"The neighborhood feels completely different from the rest of the
city," Nancy Kulfas tells me. She's a
Buenos Aires native who runs
Atípica, a Palermo Viejo shop that specializes in local arts and
crafts, -everything from paperweights to paintings. Kulfas also
writes a trilingual blog, Trendy Palermo Viejo
(trendypalermoviejo.blogspot.com), with entries about the
neighborhood in English, Spanish, and Portuguese. "Palermo Viejo
has a very particular charm … cobbled streets, two-floor houses,
and a certain tranquility," she says. "There is a permanent
cheerful spirit. Nobody seems to be in a hurry here. It's
impossible not to enjoy it."
AT THE RISK of squaring the double
negative: I'm not sure that it's impossible not to enjoy Palermo
Viejo. But it's certainly not easy to dislike if you enjoy good
food and drink and unique shopping - and especially if you have
U.S. dollars or euros to exchange.
None of those were things that drew the first of the area's
settlers. People have lived in Palermo since the 1600s - long
before the neighborhood had a name, much less all those subnames.

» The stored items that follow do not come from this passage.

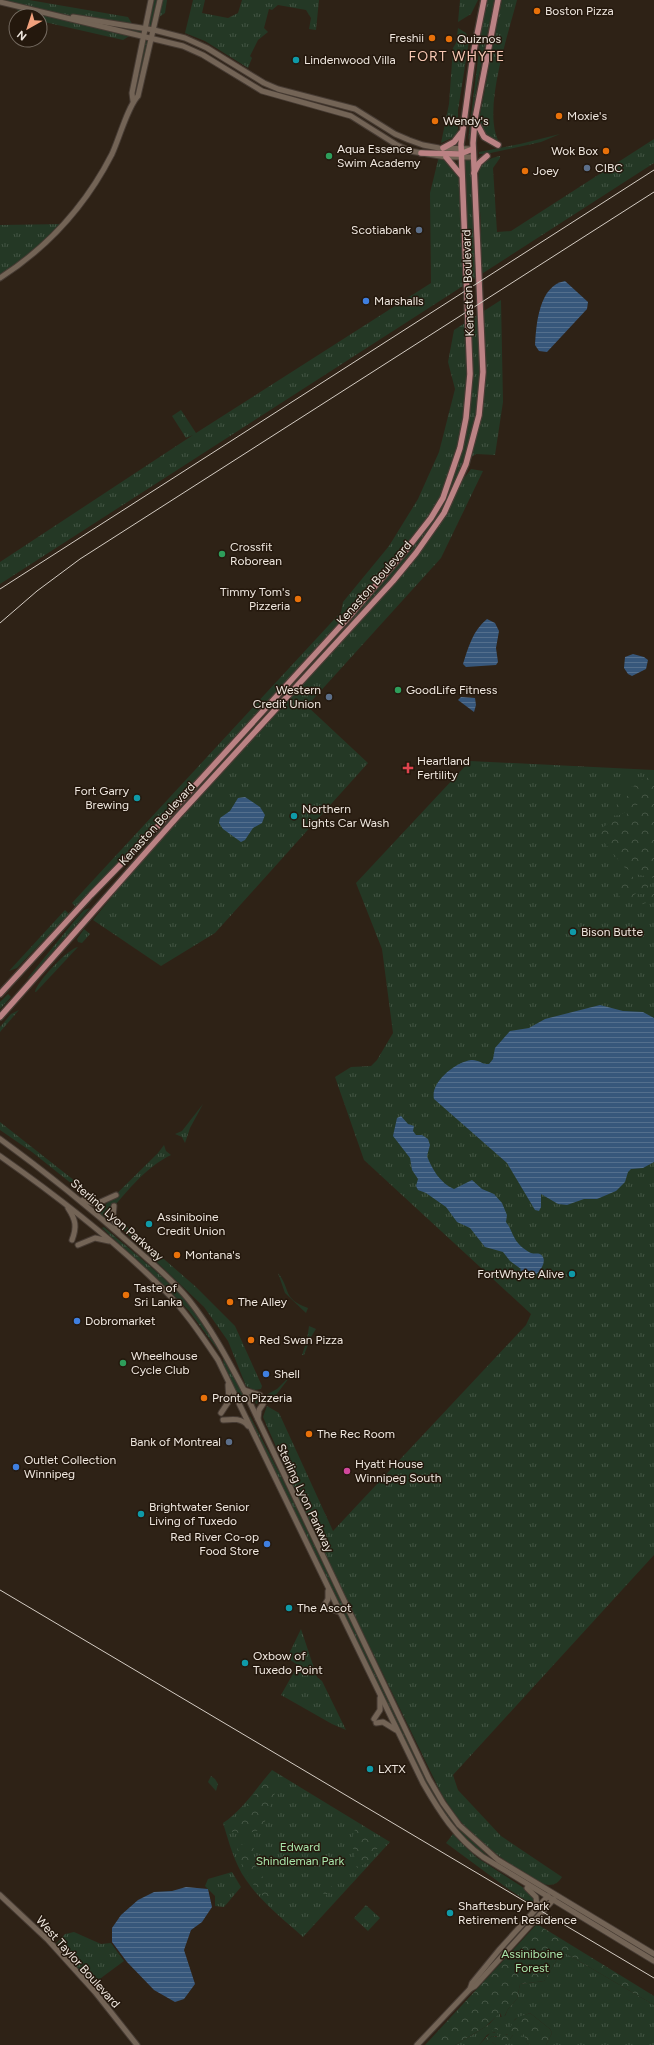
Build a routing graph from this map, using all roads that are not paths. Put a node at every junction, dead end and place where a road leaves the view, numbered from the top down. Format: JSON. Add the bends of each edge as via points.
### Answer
{"nodes":[{"id":1,"x":151,"y":0,"type":"edge"},
{"id":2,"x":160,"y":0,"type":"edge"},
{"id":3,"x":484,"y":0,"type":"edge"},
{"id":4,"x":498,"y":0,"type":"edge"},
{"id":5,"x":0,"y":2,"type":"edge"},
{"id":6,"x":66,"y":17,"type":"junction"},
{"id":7,"x":145,"y":29,"type":"junction"},
{"id":8,"x":154,"y":30,"type":"junction"},
{"id":9,"x":144,"y":37,"type":"junction"},
{"id":10,"x":152,"y":38,"type":"junction"},
{"id":11,"x":133,"y":100,"type":"junction"},
{"id":12,"x":475,"y":118,"type":"junction"},
{"id":13,"x":461,"y":133,"type":"junction"},
{"id":14,"x":498,"y":145,"type":"dead end"},
{"id":15,"x":443,"y":148,"type":"junction"},
{"id":16,"x":473,"y":149,"type":"junction"},
{"id":17,"x":421,"y":153,"type":"junction"},
{"id":18,"x":460,"y":153,"type":"junction"},
{"id":19,"x":487,"y":156,"type":"dead end"},
{"id":20,"x":446,"y":157,"type":"junction"},
{"id":21,"x":473,"y":157,"type":"junction"},
{"id":22,"x":474,"y":173,"type":"junction"},
{"id":23,"x":461,"y":175,"type":"junction"},
{"id":24,"x":0,"y":278,"type":"edge"},
{"id":25,"x":0,"y":994,"type":"edge"},
{"id":26,"x":0,"y":1017,"type":"edge"},
{"id":27,"x":0,"y":1139,"type":"edge"},
{"id":28,"x":0,"y":1156,"type":"edge"},
{"id":29,"x":116,"y":1194,"type":"dead end"},
{"id":30,"x":76,"y":1196,"type":"junction"},
{"id":31,"x":66,"y":1203,"type":"junction"},
{"id":32,"x":114,"y":1206,"type":"dead end"},
{"id":33,"x":121,"y":1235,"type":"junction"},
{"id":34,"x":72,"y":1240,"type":"dead end"},
{"id":35,"x":111,"y":1242,"type":"junction"},
{"id":36,"x":78,"y":1245,"type":"dead end"},
{"id":37,"x":224,"y":1372,"type":"junction"},
{"id":38,"x":244,"y":1390,"type":"junction"},
{"id":39,"x":260,"y":1395,"type":"dead end"},
{"id":40,"x":263,"y":1404,"type":"dead end"},
{"id":41,"x":221,"y":1413,"type":"dead end"},
{"id":42,"x":223,"y":1420,"type":"dead end"},
{"id":43,"x":258,"y":1420,"type":"junction"},
{"id":44,"x":253,"y":1434,"type":"junction"},
{"id":45,"x":328,"y":1588,"type":"junction"},
{"id":46,"x":340,"y":1613,"type":"junction"},
{"id":47,"x":380,"y":1695,"type":"junction"},
{"id":48,"x":397,"y":1731,"type":"junction"},
{"id":49,"x":511,"y":1875,"type":"junction"},
{"id":50,"x":552,"y":1892,"type":"junction"},
{"id":51,"x":0,"y":1895,"type":"edge"},
{"id":52,"x":557,"y":1896,"type":"junction"},
{"id":53,"x":547,"y":1897,"type":"junction"},
{"id":54,"x":553,"y":1901,"type":"junction"},
{"id":55,"x":537,"y":1907,"type":"junction"},
{"id":56,"x":654,"y":1954,"type":"edge"},
{"id":57,"x":654,"y":1961,"type":"edge"},
{"id":58,"x":470,"y":1989,"type":"junction"},
{"id":59,"x":137,"y":2045,"type":"edge"},
{"id":60,"x":418,"y":2045,"type":"edge"}],
"edges":[{"from":1,"to":7,"type":"main road"},
{"from":2,"to":8,"type":"main road"},
{"from":3,"to":13,"type":"main road","name":"Kenaston Boulevard"},
{"from":4,"to":12,"type":"main road","name":"Kenaston Boulevard"},
{"from":5,"to":6,"type":"main road"},
{"from":6,"to":7,"type":"main road"},
{"from":6,"to":9,"type":"main road"},
{"from":7,"to":8,"type":"main road"},
{"from":7,"to":9,"type":"main road"},
{"from":8,"to":10,"type":"main road"},
{"from":8,"to":15,"type":"main road","via":[[195,42],[264,83],[355,109],[395,134],[423,145]]},
{"from":9,"to":10,"type":"main road"},
{"from":9,"to":11,"type":"main road","via":[[132,93]]},
{"from":10,"to":11,"type":"main road","via":[[138,96]]},
{"from":10,"to":17,"type":"main road","via":[[193,50],[268,94],[351,116],[397,145]]},
{"from":11,"to":24,"type":"main road","via":[[117,142],[86,198],[43,246]]},
{"from":12,"to":14,"type":"main road","via":[[484,138]]},
{"from":12,"to":16,"type":"main road","name":"Kenaston Boulevard"},
{"from":13,"to":15,"type":"main road","via":[[454,142]]},
{"from":13,"to":18,"type":"main road","name":"Kenaston Boulevard"},
{"from":15,"to":18,"type":"main road"},
{"from":16,"to":18,"type":"main road"},
{"from":16,"to":21,"type":"main road","name":"Kenaston Boulevard"},
{"from":17,"to":18,"type":"main road"},
{"from":17,"to":20,"type":"main road"},
{"from":18,"to":20,"type":"main road"},
{"from":18,"to":21,"type":"main road"},
{"from":18,"to":23,"type":"main road","name":"Kenaston Boulevard"},
{"from":19,"to":22,"type":"main road","via":[[479,163]]},
{"from":20,"to":23,"type":"main road"},
{"from":21,"to":22,"type":"main road","name":"Kenaston Boulevard"},
{"from":22,"to":26,"type":"main road","name":"Kenaston Boulevard","via":[[482,379],[479,415],[473,442],[457,487],[444,513],[393,581],[178,816]]},
{"from":23,"to":25,"type":"main road","name":"Kenaston Boulevard","via":[[470,374],[460,448],[443,498],[406,550],[348,618]]},
{"from":27,"to":30,"type":"main road","name":"Sterling Lyon Parkway"},
{"from":28,"to":31,"type":"main road","name":"Sterling Lyon Parkway"},
{"from":29,"to":30,"type":"main road","via":[[96,1204]]},
{"from":30,"to":33,"type":"main road","name":"Sterling Lyon Parkway"},
{"from":31,"to":34,"type":"main road","via":[[75,1222],[76,1229]]},
{"from":31,"to":35,"type":"main road","name":"Sterling Lyon Parkway"},
{"from":32,"to":33,"type":"main road","via":[[113,1217]]},
{"from":33,"to":38,"type":"main road","name":"Sterling Lyon Parkway","via":[[188,1299],[223,1349]]},
{"from":35,"to":36,"type":"main road","via":[[95,1238]]},
{"from":35,"to":37,"type":"main road","name":"Sterling Lyon Parkway","via":[[163,1288],[193,1323]]},
{"from":37,"to":41,"type":"main road","via":[[230,1396]]},
{"from":37,"to":44,"type":"main road","name":"Sterling Lyon Parkway"},
{"from":38,"to":39,"type":"main road"},
{"from":38,"to":43,"type":"main road","name":"Sterling Lyon Parkway"},
{"from":40,"to":43,"type":"main road","via":[[259,1410]]},
{"from":42,"to":44,"type":"main road","via":[[245,1422]]},
{"from":43,"to":50,"type":"main road","name":"Sterling Lyon Parkway","via":[[429,1779],[443,1803],[459,1825],[498,1860]]},
{"from":44,"to":45,"type":"main road","name":"Sterling Lyon Parkway"},
{"from":45,"to":46,"type":"main road","name":"Sterling Lyon Parkway"},
{"from":45,"to":46,"type":"main road","via":[[328,1599],[324,1606]]},
{"from":46,"to":47,"type":"main road","name":"Sterling Lyon Parkway"},
{"from":47,"to":48,"type":"main road","name":"Sterling Lyon Parkway"},
{"from":47,"to":48,"type":"main road","via":[[380,1710],[375,1721],[383,1722]]},
{"from":48,"to":49,"type":"main road","name":"Sterling Lyon Parkway","via":[[444,1819],[477,1853]]},
{"from":49,"to":53,"type":"main road","name":"Sterling Lyon Parkway"},
{"from":49,"to":55,"type":"main road","via":[[534,1894]]},
{"from":50,"to":52,"type":"main road","name":"Sterling Lyon Parkway"},
{"from":50,"to":53,"type":"main road"},
{"from":51,"to":59,"type":"main road","name":"West Taylor Boulevard","via":[[48,1940],[90,1986]]},
{"from":52,"to":54,"type":"main road"},
{"from":52,"to":56,"type":"main road","name":"Sterling Lyon Parkway"},
{"from":53,"to":54,"type":"main road","name":"Sterling Lyon Parkway"},
{"from":53,"to":55,"type":"main road"},
{"from":54,"to":57,"type":"main road","name":"Sterling Lyon Parkway"},
{"from":54,"to":58,"type":"main road"},
{"from":55,"to":58,"type":"main road","via":[[494,1956]]},
{"from":58,"to":60,"type":"main road"}]}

The population surged in the 1800s as Spanish and Italian
immigrants were joined by thousands from
Eastern Europe and the
Middle East who came either to work in the neighborhood's emerging
businesses or to start their own.
Most of those who made their homes in Palermo, with the exception
of the ones in the wealthy Palermo Chico barrio, were middle class.
Palermo Viejo was a particularly humble enclave. Too humble,
perhaps. By the 1980s, when
Argentina's continually troubling
inflation rate was out of control, Palermo Viejo's businesses began
closing. And many continued to sit vacant even through the economic
recovery that followed a decade later, preceding the major 2002
crash. Only now is the whole of -Palermo Viejo coming back to life.